_Saved data entries_.
....

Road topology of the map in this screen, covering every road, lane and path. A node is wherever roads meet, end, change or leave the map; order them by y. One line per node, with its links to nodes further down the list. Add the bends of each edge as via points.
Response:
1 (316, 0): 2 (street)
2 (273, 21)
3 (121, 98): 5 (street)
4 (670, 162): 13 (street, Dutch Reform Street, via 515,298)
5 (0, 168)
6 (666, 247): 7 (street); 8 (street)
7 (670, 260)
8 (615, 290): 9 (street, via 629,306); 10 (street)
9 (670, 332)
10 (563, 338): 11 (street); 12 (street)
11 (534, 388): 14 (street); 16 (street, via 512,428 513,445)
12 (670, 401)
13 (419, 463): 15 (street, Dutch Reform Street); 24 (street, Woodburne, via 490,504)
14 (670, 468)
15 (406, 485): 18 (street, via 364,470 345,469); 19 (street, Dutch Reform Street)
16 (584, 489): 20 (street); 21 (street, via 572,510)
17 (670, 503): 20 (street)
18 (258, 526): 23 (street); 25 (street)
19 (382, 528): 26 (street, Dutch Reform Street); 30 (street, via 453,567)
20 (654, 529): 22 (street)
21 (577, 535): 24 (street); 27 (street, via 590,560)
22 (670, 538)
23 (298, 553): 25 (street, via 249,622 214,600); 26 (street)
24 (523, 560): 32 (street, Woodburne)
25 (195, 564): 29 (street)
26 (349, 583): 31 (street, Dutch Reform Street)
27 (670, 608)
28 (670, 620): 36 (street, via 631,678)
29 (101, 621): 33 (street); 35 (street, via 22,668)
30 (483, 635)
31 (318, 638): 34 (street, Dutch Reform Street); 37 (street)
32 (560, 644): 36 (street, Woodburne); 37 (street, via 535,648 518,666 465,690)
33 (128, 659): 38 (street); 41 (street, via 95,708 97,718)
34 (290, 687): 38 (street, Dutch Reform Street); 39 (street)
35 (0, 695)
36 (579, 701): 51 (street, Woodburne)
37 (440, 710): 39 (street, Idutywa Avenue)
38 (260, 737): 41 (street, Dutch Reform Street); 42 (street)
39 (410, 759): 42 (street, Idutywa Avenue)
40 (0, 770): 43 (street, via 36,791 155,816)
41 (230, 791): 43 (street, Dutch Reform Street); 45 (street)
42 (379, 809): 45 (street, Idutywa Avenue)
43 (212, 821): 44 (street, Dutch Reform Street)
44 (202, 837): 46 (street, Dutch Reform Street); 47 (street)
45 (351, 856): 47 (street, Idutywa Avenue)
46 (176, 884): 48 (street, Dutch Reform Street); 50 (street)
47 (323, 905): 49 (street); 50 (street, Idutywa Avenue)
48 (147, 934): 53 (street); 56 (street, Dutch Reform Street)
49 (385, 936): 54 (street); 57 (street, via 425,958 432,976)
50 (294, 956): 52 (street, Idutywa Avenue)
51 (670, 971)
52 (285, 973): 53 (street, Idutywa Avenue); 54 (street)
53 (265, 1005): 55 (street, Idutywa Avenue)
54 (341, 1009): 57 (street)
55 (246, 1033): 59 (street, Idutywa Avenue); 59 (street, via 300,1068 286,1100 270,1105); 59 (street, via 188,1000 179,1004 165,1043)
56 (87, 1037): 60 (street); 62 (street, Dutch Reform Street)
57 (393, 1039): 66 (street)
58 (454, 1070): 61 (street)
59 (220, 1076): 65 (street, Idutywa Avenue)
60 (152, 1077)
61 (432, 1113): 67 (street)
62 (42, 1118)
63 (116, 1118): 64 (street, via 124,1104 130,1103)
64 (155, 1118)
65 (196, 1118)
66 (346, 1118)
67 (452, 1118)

....

_Your objective_.
Look through the entries above and copy each line that has "Idutywa" in it.

_Solution_.
37 (440, 710): 39 (street, Idutywa Avenue)
39 (410, 759): 42 (street, Idutywa Avenue)
42 (379, 809): 45 (street, Idutywa Avenue)
45 (351, 856): 47 (street, Idutywa Avenue)
47 (323, 905): 49 (street); 50 (street, Idutywa Avenue)
50 (294, 956): 52 (street, Idutywa Avenue)
52 (285, 973): 53 (street, Idutywa Avenue); 54 (street)
53 (265, 1005): 55 (street, Idutywa Avenue)
55 (246, 1033): 59 (street, Idutywa Avenue); 59 (street, via 300,1068 286,1100 270,1105); 59 (street, via 188,1000 179,1004 165,1043)
59 (220, 1076): 65 (street, Idutywa Avenue)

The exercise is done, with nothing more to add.